A New Derivation of GRB Jet Opening Angles from the Prompt Gamma-Ray Emission

The jet opening angle of gamma-ray bursts (GRBs) is an important parameter for determining the characteristics of the progenitor, and the information contained in the opening angle gives insight into the relativistic outflow and the total energy that is contained in the burst. Unfortunately, a confident inference of the jet opening angle usually requires broadband measurement of the afterglow of the GRB, from the X-ray down to the radio and from minutes to days after the prompt gamma-ray emission, which may be difficult to obtain. For this reason, very few of all detected GRBs have constrained jet angles. We present an alternative approach to derive jet opening angles from the prompt emission of the GRB, given that the GRB has a measurable Epeak and fluence, and which does not require any afterglow measurements. We present the distribution of derived jet opening angles for the first two years of the Fermi Gamma-ray Burst Monitor (GBM) operation, and we compare a number of our derived opening angles to the reported opening angles using the traditional afterglow method.

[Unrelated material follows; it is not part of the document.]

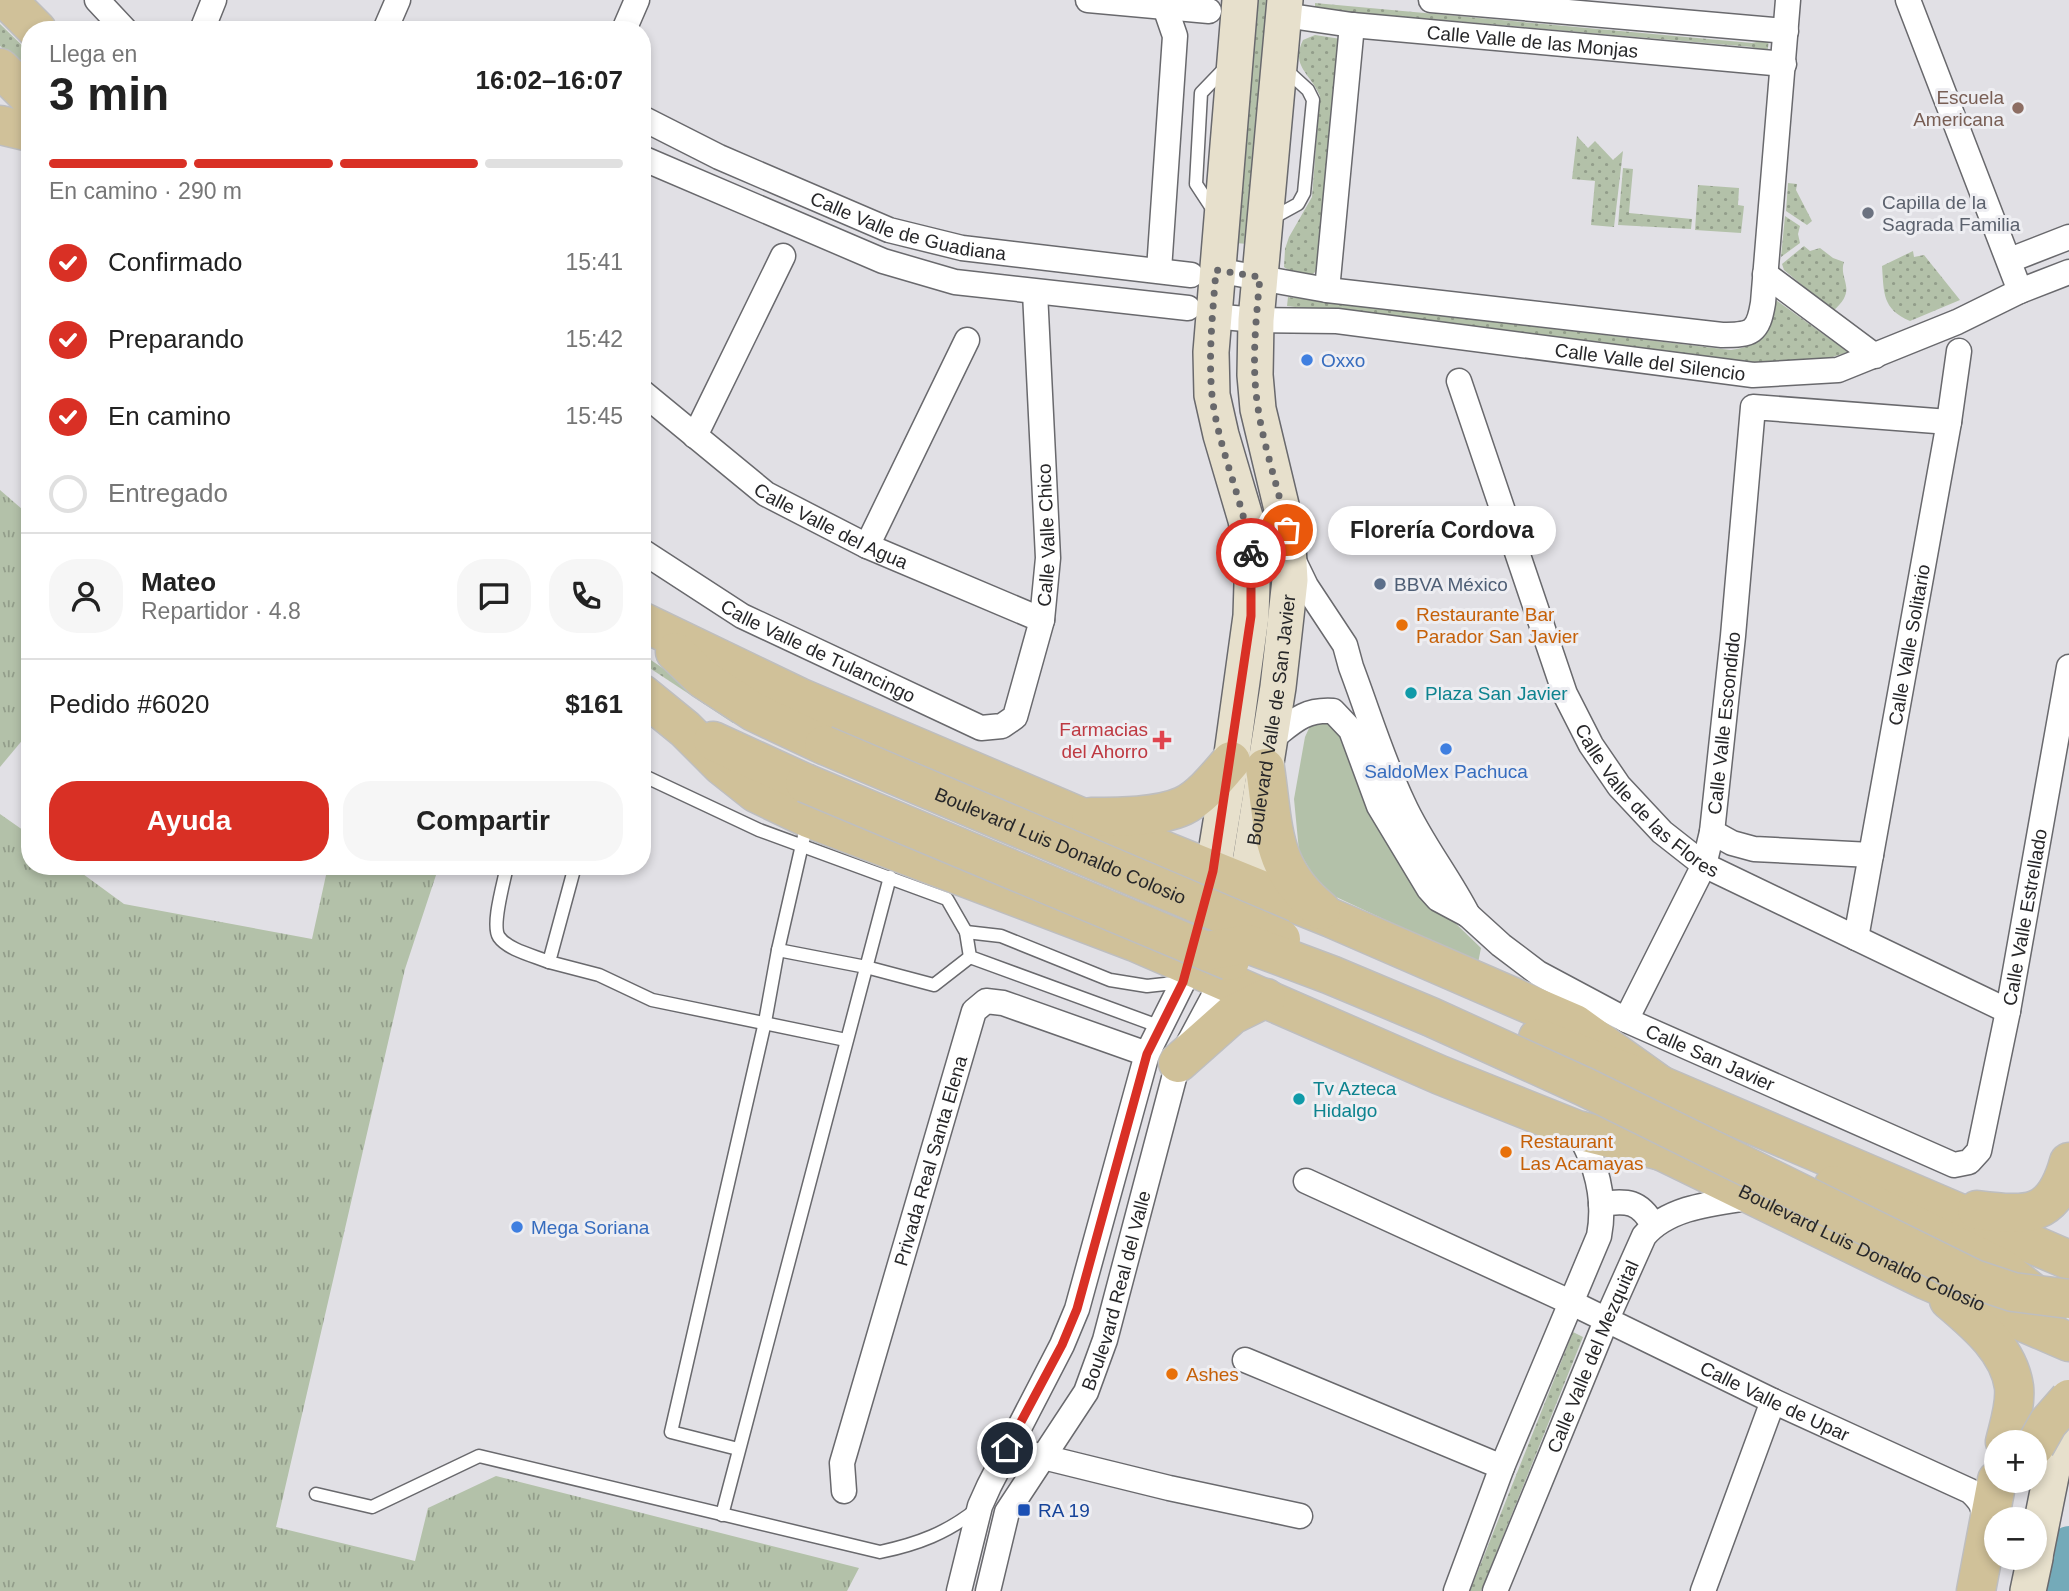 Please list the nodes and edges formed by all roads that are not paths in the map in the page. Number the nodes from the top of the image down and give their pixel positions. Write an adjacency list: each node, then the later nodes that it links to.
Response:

We derive the collimation-corrected gamma-ray energy, E_{\gamma}, for GRBs with redshift and find that some of the GRBs in our sample are inconsistent with a proto-magnetar progenitor. Finally, we show that the use of the derived jet opening angles results in a tighter correlation between the rest-frame Epeak and E_{\gamma} than has previously been presented, which places long GRBs and short GRBs onto one empirical power law.